Based on the capability of sRAGE in decreasing inflammation [60], the important role of macrophages, as a resident inflammatory cell, in the initiation/modulation of inflammation, reduction of macrophage phagocytosis without RAGE [61], and better suppressive effects of secreted sRAGE on inflammation and cell survival after transfection of bone marrow mesenchymal stem cells [60] or umbilical cord-derived mesenchymal stem cells [62], we may propose that watching diet and autotransplantation of transfected stem cells, or probably monocytes as a precursor of liver macrophages, by mutated lentivirus that carries sRAGE would be a reasonable approach to reduce insulin resistance and fat deposition in the liver [36, 60, 61]. Theoretically, transfected macrophages, with sRAGE, can be activated initially by being exposed to AGEs. Subsequently, transfected macrophage secretes sRAGE, blocks AGE-RAGE interaction, inhibits further activation, and reduces inflammation, fat deposition, insulin resistance, and hepatocytes injury. However, sRAGE has no effect on energy expenditure or appetite [36], may increase the levels of HMGB1 mRNA in the liver tissue of high fat-fed mice, and HMGB1 as a RAGE ligand, and has some roles in the pathogenesis of liver fibrosis through the RAGE signaling pathway [36, 67]. On the contrary, the cross-talk between oxidative stress and AGEs formation, which leads to increase in the level of AGEs, may limit the effectivity of the sRAGE. In addition, AGEs are generally complex and heterogenic in nature, which may diminish the effectivity of sRAGE in blocking AGE-RAGE interaction [23]. However, the association of certain RAGE gene polymorphisms with NASH and diabetes may indicate the dominant role of certain AGEs in the pathophysiology of NASH and diabetes, which brings up a potential hope to make a sRAGE against the dominant AGE to be able to block AGE-RAGE interaction [68, 9496].

8. Conclusion

Autotransplantation of transfected stem cells or monocytes as a precursor of macrophages or Kupffer cell, with lentivirus that carries sRAGE, in addition to low carbohydrate/fat diet may give us promising results in treating NAFLD and its complications.
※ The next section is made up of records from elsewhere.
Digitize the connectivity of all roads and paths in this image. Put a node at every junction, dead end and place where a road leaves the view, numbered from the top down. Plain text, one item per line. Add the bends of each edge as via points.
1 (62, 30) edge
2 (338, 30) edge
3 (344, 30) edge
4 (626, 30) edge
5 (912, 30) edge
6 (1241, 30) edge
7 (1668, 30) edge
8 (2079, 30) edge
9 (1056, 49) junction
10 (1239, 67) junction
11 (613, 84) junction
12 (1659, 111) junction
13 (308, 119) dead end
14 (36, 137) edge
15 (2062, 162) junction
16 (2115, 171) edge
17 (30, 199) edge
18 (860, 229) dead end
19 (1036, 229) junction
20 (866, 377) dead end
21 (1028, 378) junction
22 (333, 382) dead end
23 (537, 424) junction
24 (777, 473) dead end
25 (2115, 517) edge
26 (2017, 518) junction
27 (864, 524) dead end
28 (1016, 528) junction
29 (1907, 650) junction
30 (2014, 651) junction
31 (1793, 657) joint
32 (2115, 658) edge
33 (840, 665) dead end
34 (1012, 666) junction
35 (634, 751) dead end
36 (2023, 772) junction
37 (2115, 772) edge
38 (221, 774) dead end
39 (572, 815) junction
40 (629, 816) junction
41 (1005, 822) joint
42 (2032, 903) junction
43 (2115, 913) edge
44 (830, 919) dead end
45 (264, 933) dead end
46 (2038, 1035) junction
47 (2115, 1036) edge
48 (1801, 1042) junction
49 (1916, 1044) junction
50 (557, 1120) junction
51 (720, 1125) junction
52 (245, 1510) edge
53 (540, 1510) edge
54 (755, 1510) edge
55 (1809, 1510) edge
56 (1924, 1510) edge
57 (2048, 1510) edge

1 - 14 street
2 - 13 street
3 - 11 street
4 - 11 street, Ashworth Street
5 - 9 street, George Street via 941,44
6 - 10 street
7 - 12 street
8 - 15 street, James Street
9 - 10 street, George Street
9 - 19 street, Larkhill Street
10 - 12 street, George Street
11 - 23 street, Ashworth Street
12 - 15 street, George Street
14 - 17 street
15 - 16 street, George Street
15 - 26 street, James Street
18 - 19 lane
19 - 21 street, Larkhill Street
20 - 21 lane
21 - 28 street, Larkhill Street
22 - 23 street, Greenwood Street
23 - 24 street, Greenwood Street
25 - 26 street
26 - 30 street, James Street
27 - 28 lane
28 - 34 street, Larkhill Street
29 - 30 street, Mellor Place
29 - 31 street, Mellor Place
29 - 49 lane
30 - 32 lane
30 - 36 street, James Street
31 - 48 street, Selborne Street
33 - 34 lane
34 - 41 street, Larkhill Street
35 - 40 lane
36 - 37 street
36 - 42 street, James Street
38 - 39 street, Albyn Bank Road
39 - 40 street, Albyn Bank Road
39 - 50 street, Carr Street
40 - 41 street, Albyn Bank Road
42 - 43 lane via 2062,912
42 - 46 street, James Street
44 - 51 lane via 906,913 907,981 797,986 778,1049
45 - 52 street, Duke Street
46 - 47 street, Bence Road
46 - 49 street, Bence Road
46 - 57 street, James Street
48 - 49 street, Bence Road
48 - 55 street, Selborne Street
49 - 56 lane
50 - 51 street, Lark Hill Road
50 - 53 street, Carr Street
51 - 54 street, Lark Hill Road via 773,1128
However, we should consider limitations of sRAGE, such as accessibility, AGEs heterogeneity, and cross-talk with other RAGE ligands or oxidative stress, as a potential therapeutic approach.

Abbreviations

ADAM10:A disintegrin and metalloproteinase domain-containing protein 10
AGE:Advanced glycation end‐products
AGE-R:AGE receptor complexes
Aβ:Amyloid-β peptide
BMI:Body mass index
CAP:Controlled attenuation parameter
C1q:Complement component 1q
CML:-(carboxymethyl)lysine
cRAGE:Cleaved RAGE
ER:Endoplasmic reticulum
esRAGE:Endogenous soluble RAGE
FAS:Fatty acid synthase
FCHL:Familial combined hyperlipidemia
HCC:Hepatocellular carcinoma
HMGB1:High mobility group box 1
LPA:Lysophosphatidic acid
LPS:Lipopolysaccharides
MAC-1:Macrophage adhesion ligand-1
MMP:Matrix metalloproteinase
MS:Metabolic syndrome
MUFA:Monounsaturated fatty acids
NAFLD:Nonalcoholic fatty liver disease
NASH:Nonalcoholic steatohepatitis
NBNC-HCC:Non-B or non-C hepatocellular carcinoma
RAGE:Receptor for advanced glycation end-products
SNP:Single-nucleotide polymorphisms
sRAGE:Soluble RAGE
TG:Triglyceride.

Conflicts of Interest

All authors declare that they have no conflicts of interest.

Authors’ Contributions

Kamyar Asadipooya contributed for reviewing the literature, preparing tables and figures, and writing the manuscript. Kamran Bagheri Lankarani participated in reviewing the literature and writing the manuscript. Rishi Raj helped in preparing the table and editing the manuscript. Mohammadreza Kalantarhormozi helped in editing the manuscript. All authors approved the final version of the manuscript.